Eliminating Distracting Duplicate Files From Sublime Text

Sublime has some super-cool productivity features: the Sidebar, GoTo Anything, site-wide search, etc. But they run smack into the modern web dev workflow reality that we often have multiple copies of everything sitting around. You’ve got your `app` folder perhaps, where your source lives. Then you’ve maybe got a `dist` for building into, and you may have that weird `.tmp` folder that lives in the hellscape purgatory between the two. And therefore, there might be a `main.css` file in all three of those places.

Which means you’ve got a problem if you just <CMD-P>, take the first `main.css` you see there, and edit away. Or, you’ve got a ton of files and folders in the sidebar, and you just glance over and open the one that *looks* the one you need, only it turned out to be nested inside the totally wrong folder, because you had been checking out the success of your build a couple minutes before. Etc. Shit Happens.

But, lo: you can reduce the incidence of such shit! You can make Sublime ignore those folders – and their non-authoritative contents – entirely, without needing to change the way you organize your project, or the folders you add to it. You’ll still be able to access them whenever you need them, via the magic of the `Open` command, but they’ll no longer be cluttering your view – and your mind – the vast majority of the time.
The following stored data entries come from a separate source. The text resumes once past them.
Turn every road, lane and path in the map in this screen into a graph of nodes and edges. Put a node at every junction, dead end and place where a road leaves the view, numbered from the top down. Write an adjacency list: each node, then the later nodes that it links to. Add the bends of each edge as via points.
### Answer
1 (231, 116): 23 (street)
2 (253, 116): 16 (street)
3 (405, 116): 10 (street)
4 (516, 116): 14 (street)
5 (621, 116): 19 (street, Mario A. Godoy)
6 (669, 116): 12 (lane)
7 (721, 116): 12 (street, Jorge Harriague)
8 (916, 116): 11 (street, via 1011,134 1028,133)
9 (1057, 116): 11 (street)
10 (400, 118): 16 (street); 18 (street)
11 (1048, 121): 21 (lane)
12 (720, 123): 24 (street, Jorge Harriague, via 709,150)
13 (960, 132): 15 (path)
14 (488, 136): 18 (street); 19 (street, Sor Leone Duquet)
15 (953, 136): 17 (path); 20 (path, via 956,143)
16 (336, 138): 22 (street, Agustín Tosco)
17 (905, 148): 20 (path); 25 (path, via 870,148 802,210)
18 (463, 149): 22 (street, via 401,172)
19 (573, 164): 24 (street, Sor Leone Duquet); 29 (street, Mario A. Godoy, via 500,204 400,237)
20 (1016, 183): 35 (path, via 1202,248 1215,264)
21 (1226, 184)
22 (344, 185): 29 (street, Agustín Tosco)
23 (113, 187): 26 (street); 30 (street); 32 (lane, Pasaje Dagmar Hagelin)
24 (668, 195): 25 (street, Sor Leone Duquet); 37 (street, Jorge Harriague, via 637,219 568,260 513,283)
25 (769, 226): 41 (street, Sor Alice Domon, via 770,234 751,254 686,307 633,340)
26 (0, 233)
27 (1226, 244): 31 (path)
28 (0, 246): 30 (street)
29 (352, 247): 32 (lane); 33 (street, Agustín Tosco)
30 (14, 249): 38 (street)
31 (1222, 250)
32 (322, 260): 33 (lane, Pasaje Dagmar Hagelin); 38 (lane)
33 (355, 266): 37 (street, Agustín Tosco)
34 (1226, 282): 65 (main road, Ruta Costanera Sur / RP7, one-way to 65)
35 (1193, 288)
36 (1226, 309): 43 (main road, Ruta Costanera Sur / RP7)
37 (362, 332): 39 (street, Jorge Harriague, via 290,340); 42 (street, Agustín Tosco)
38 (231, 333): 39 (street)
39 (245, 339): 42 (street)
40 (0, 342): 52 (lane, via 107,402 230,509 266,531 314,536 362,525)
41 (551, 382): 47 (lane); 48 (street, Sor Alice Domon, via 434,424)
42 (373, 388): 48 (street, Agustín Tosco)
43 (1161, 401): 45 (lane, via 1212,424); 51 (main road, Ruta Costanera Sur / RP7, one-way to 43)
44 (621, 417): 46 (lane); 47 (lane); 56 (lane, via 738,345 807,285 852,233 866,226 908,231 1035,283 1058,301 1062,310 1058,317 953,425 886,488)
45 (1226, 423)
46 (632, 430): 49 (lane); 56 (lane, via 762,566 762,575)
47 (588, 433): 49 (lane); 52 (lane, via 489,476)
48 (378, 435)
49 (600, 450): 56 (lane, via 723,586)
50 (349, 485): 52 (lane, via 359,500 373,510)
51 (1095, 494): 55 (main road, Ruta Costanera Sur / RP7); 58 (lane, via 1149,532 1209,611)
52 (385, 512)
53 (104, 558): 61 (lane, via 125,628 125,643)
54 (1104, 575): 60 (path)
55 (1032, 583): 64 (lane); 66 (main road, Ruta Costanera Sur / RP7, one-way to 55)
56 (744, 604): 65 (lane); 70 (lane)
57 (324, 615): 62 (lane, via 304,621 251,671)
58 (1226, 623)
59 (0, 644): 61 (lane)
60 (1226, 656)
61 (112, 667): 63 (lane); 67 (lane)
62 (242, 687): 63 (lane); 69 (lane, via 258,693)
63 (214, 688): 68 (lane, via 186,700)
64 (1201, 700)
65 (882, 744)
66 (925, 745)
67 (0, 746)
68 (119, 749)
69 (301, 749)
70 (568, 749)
To disappear them from Sublime (which I thought would bother me, but doesn’t in the least now, as I can always get them with File >> Open), just add a single line to your *User* Settings file. Here’s the original line in the Default Settings:

"folder_exclude_patterns": [".svn", ".git", ".hg", "CVS"],

So, Sublime is by default hiding all your files and folders related to source-control metadata. We’re going to add a couple more items to that, which will then really allow you to de-clutter, and focus in on just what matters: the source code you’re actually writing:

"folder_exclude_patterns": [".svn", ".git", ".hg", "CVS", "dist", ".tmp", "node_modules", "bower_components"],

No surprises here, but a quick explanation for anyone just getting used to these items: my Yeoman/Grunt-based workflow tools build distributable files into the `dist` folder; and they use `.tmp` as a staging area for pre-compilation during development and build. `node_modules` is where Yeoman and Grunt themselves live (along with all their other handy workflow cousins). And Bower is an amazing package manager that handles Javascript dependencies like Libraries and Frameworks. `bower_components` is where it stores them all.

All of those things are files that I most certainly need and want in my project. And yet they’re also stuff that I need to see and interact with only occasionally. When I need to do that, <CMD-O> takes care of it. But if this isn’t your exact cup of tea, take this basic idea, and customize it to your heart’s content. Cheers.

BONUS HINT ON FILE NAVIGATION: Lots of folks already know this, but don’t forget that you can use Sublime (and many other apps) to view invisible files in the Open Dialog using a simple key-stroke: < CMD – SHIFT – . > I use this most often when I need to add stuff to ~/.bash_profile, but it comes in handy any other time you want to poke around and find a hidden file in an environment more visual than Terminal.